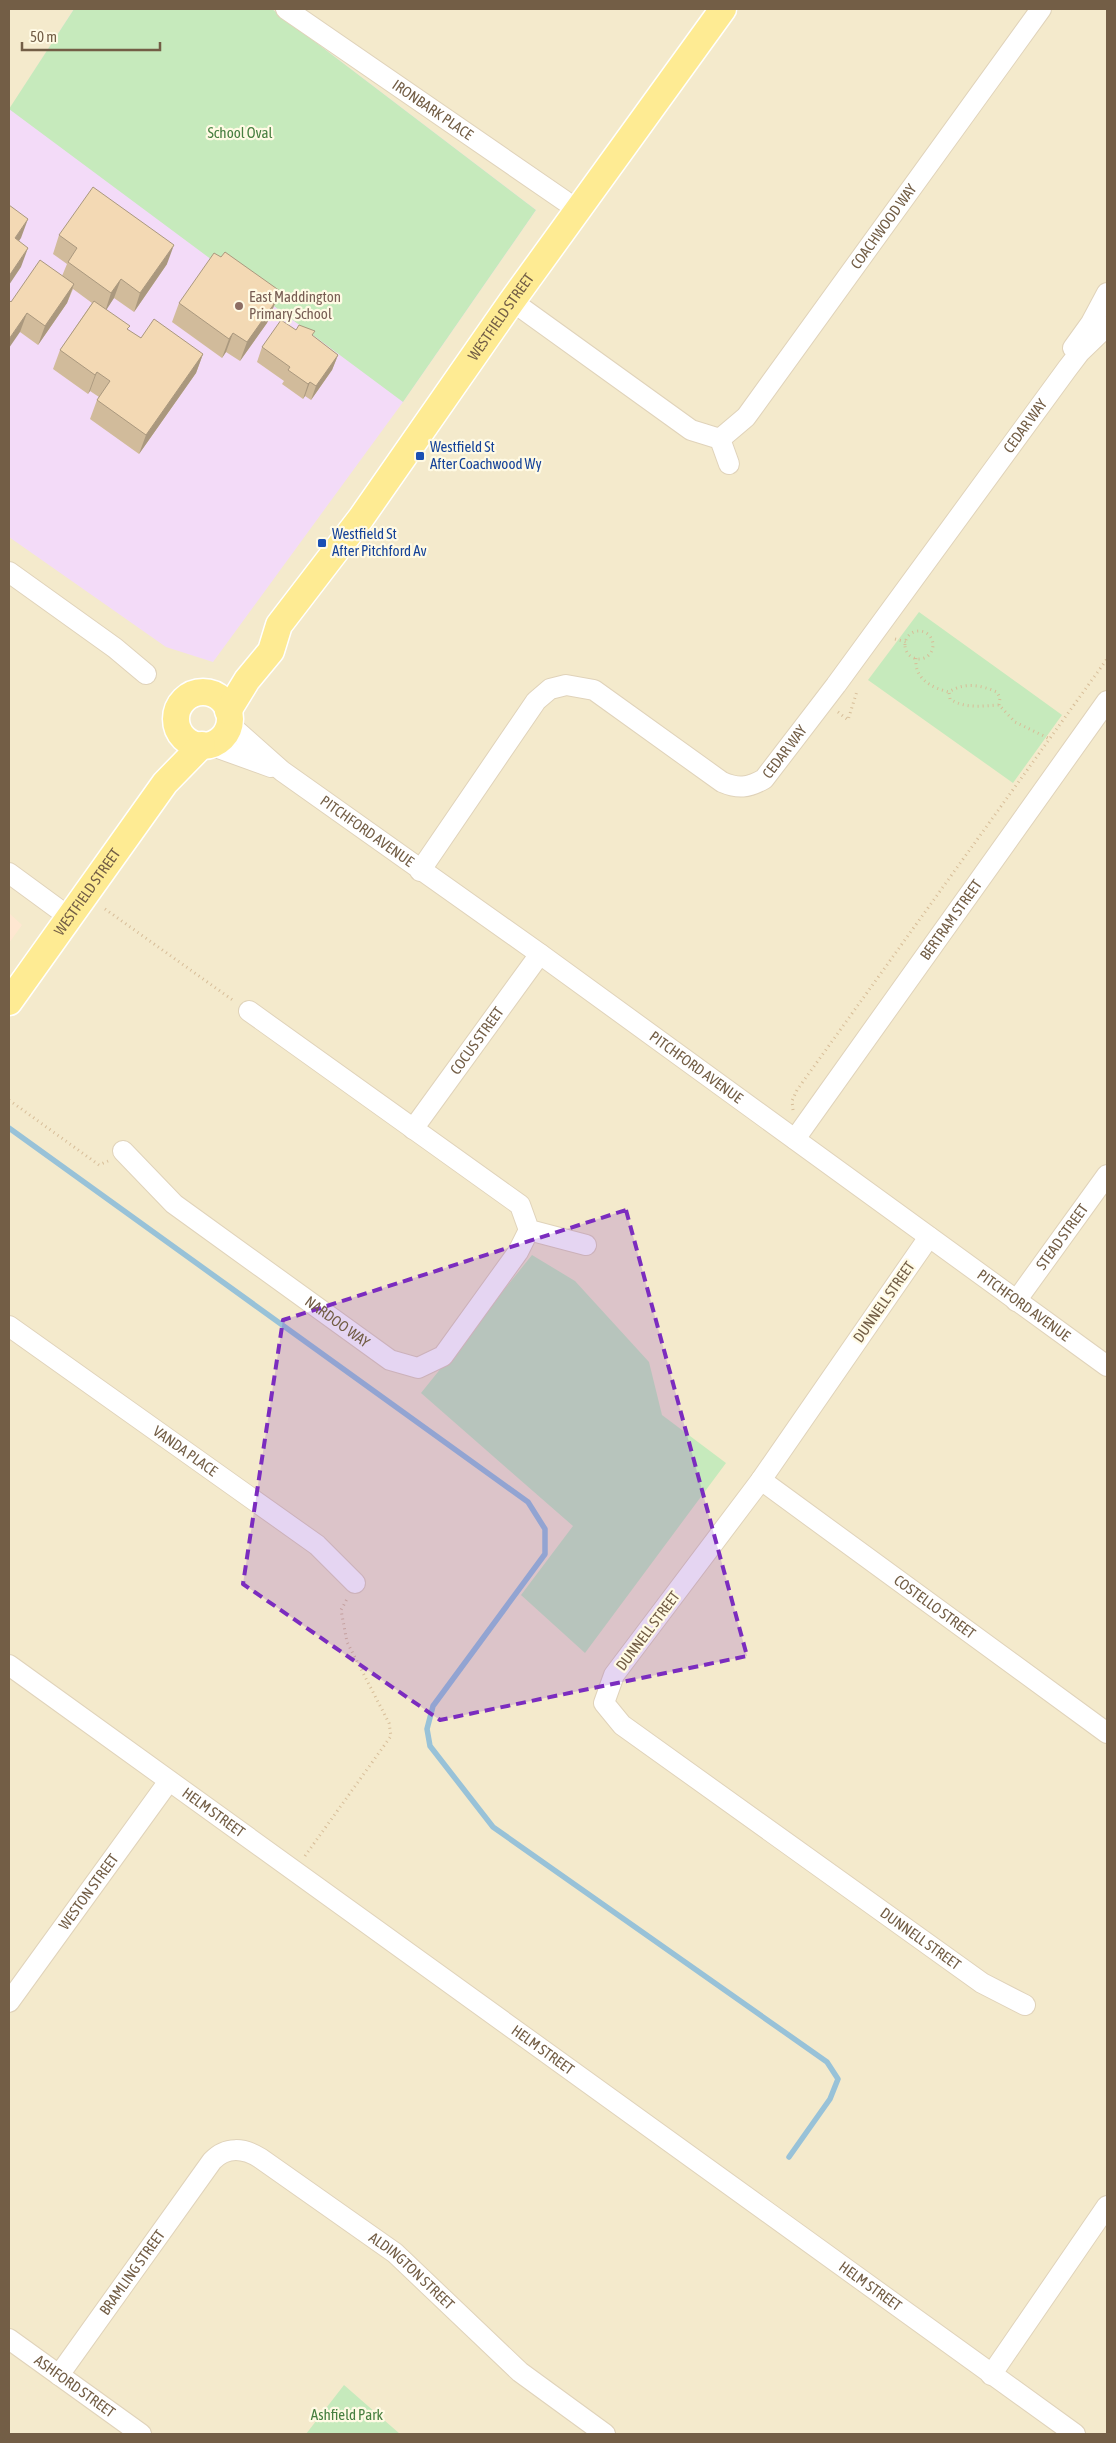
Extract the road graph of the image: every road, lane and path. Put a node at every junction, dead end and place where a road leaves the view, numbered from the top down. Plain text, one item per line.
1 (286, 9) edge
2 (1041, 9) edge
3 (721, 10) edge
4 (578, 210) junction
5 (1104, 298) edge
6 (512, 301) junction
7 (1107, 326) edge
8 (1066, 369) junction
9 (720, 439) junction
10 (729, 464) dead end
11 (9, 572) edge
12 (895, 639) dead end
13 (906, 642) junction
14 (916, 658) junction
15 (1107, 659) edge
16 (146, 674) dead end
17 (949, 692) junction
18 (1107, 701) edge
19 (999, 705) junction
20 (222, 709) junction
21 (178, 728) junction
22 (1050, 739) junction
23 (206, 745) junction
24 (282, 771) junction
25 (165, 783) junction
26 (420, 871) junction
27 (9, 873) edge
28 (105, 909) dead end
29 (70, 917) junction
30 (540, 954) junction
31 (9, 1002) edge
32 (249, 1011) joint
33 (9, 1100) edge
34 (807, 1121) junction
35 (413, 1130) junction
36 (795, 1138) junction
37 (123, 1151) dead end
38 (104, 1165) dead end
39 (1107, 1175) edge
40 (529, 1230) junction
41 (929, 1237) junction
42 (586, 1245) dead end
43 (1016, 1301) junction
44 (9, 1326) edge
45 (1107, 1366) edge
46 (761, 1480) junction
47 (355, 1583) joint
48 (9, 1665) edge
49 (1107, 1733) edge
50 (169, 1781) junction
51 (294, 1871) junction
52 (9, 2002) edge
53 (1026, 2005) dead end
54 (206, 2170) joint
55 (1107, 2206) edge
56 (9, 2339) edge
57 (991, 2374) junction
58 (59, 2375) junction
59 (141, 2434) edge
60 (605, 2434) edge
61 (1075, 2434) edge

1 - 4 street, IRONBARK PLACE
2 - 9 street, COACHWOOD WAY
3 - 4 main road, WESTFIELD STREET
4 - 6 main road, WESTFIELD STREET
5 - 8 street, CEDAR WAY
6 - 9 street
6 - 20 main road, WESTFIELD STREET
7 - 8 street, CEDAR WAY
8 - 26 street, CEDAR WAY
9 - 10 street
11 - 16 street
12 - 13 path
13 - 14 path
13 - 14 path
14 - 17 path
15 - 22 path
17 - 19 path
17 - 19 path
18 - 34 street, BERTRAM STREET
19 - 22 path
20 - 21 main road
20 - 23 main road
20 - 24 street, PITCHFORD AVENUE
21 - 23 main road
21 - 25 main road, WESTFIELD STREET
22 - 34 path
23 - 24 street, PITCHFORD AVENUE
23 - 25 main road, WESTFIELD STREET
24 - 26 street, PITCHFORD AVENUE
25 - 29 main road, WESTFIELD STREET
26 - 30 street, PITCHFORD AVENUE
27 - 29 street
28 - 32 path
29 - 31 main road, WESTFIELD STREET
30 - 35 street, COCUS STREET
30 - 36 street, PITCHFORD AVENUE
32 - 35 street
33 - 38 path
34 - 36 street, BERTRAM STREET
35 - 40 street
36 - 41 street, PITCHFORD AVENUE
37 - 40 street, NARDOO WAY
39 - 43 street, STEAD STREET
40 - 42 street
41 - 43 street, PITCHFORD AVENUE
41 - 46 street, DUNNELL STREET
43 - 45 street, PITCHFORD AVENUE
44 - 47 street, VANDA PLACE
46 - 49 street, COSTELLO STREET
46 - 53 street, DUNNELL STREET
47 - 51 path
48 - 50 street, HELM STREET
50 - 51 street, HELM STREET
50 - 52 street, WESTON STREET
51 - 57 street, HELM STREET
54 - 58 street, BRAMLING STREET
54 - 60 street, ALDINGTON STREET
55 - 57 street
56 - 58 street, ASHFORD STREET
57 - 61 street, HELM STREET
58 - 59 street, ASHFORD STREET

----------

TASK STATEMENT: Output nothing except an exact copy of the records above, with the images left out.

OUTPUT:
Extract the road graph of the image: every road, lane and path. Put a node at every junction, dead end and place where a road leaves the view, numbered from the top down. Plain text, one item per line.
1 (286, 9) edge
2 (1041, 9) edge
3 (721, 10) edge
4 (578, 210) junction
5 (1104, 298) edge
6 (512, 301) junction
7 (1107, 326) edge
8 (1066, 369) junction
9 (720, 439) junction
10 (729, 464) dead end
11 (9, 572) edge
12 (895, 639) dead end
13 (906, 642) junction
14 (916, 658) junction
15 (1107, 659) edge
16 (146, 674) dead end
17 (949, 692) junction
18 (1107, 701) edge
19 (999, 705) junction
20 (222, 709) junction
21 (178, 728) junction
22 (1050, 739) junction
23 (206, 745) junction
24 (282, 771) junction
25 (165, 783) junction
26 (420, 871) junction
27 (9, 873) edge
28 (105, 909) dead end
29 (70, 917) junction
30 (540, 954) junction
31 (9, 1002) edge
32 (249, 1011) joint
33 (9, 1100) edge
34 (807, 1121) junction
35 (413, 1130) junction
36 (795, 1138) junction
37 (123, 1151) dead end
38 (104, 1165) dead end
39 (1107, 1175) edge
40 (529, 1230) junction
41 (929, 1237) junction
42 (586, 1245) dead end
43 (1016, 1301) junction
44 (9, 1326) edge
45 (1107, 1366) edge
46 (761, 1480) junction
47 (355, 1583) joint
48 (9, 1665) edge
49 (1107, 1733) edge
50 (169, 1781) junction
51 (294, 1871) junction
52 (9, 2002) edge
53 (1026, 2005) dead end
54 (206, 2170) joint
55 (1107, 2206) edge
56 (9, 2339) edge
57 (991, 2374) junction
58 (59, 2375) junction
59 (141, 2434) edge
60 (605, 2434) edge
61 (1075, 2434) edge

1 - 4 street, IRONBARK PLACE
2 - 9 street, COACHWOOD WAY
3 - 4 main road, WESTFIELD STREET
4 - 6 main road, WESTFIELD STREET
5 - 8 street, CEDAR WAY
6 - 9 street
6 - 20 main road, WESTFIELD STREET
7 - 8 street, CEDAR WAY
8 - 26 street, CEDAR WAY
9 - 10 street
11 - 16 street
12 - 13 path
13 - 14 path
13 - 14 path
14 - 17 path
15 - 22 path
17 - 19 path
17 - 19 path
18 - 34 street, BERTRAM STREET
19 - 22 path
20 - 21 main road
20 - 23 main road
20 - 24 street, PITCHFORD AVENUE
21 - 23 main road
21 - 25 main road, WESTFIELD STREET
22 - 34 path
23 - 24 street, PITCHFORD AVENUE
23 - 25 main road, WESTFIELD STREET
24 - 26 street, PITCHFORD AVENUE
25 - 29 main road, WESTFIELD STREET
26 - 30 street, PITCHFORD AVENUE
27 - 29 street
28 - 32 path
29 - 31 main road, WESTFIELD STREET
30 - 35 street, COCUS STREET
30 - 36 street, PITCHFORD AVENUE
32 - 35 street
33 - 38 path
34 - 36 street, BERTRAM STREET
35 - 40 street
36 - 41 street, PITCHFORD AVENUE
37 - 40 street, NARDOO WAY
39 - 43 street, STEAD STREET
40 - 42 street
41 - 43 street, PITCHFORD AVENUE
41 - 46 street, DUNNELL STREET
43 - 45 street, PITCHFORD AVENUE
44 - 47 street, VANDA PLACE
46 - 49 street, COSTELLO STREET
46 - 53 street, DUNNELL STREET
47 - 51 path
48 - 50 street, HELM STREET
50 - 51 street, HELM STREET
50 - 52 street, WESTON STREET
51 - 57 street, HELM STREET
54 - 58 street, BRAMLING STREET
54 - 60 street, ALDINGTON STREET
55 - 57 street
56 - 58 street, ASHFORD STREET
57 - 61 street, HELM STREET
58 - 59 street, ASHFORD STREET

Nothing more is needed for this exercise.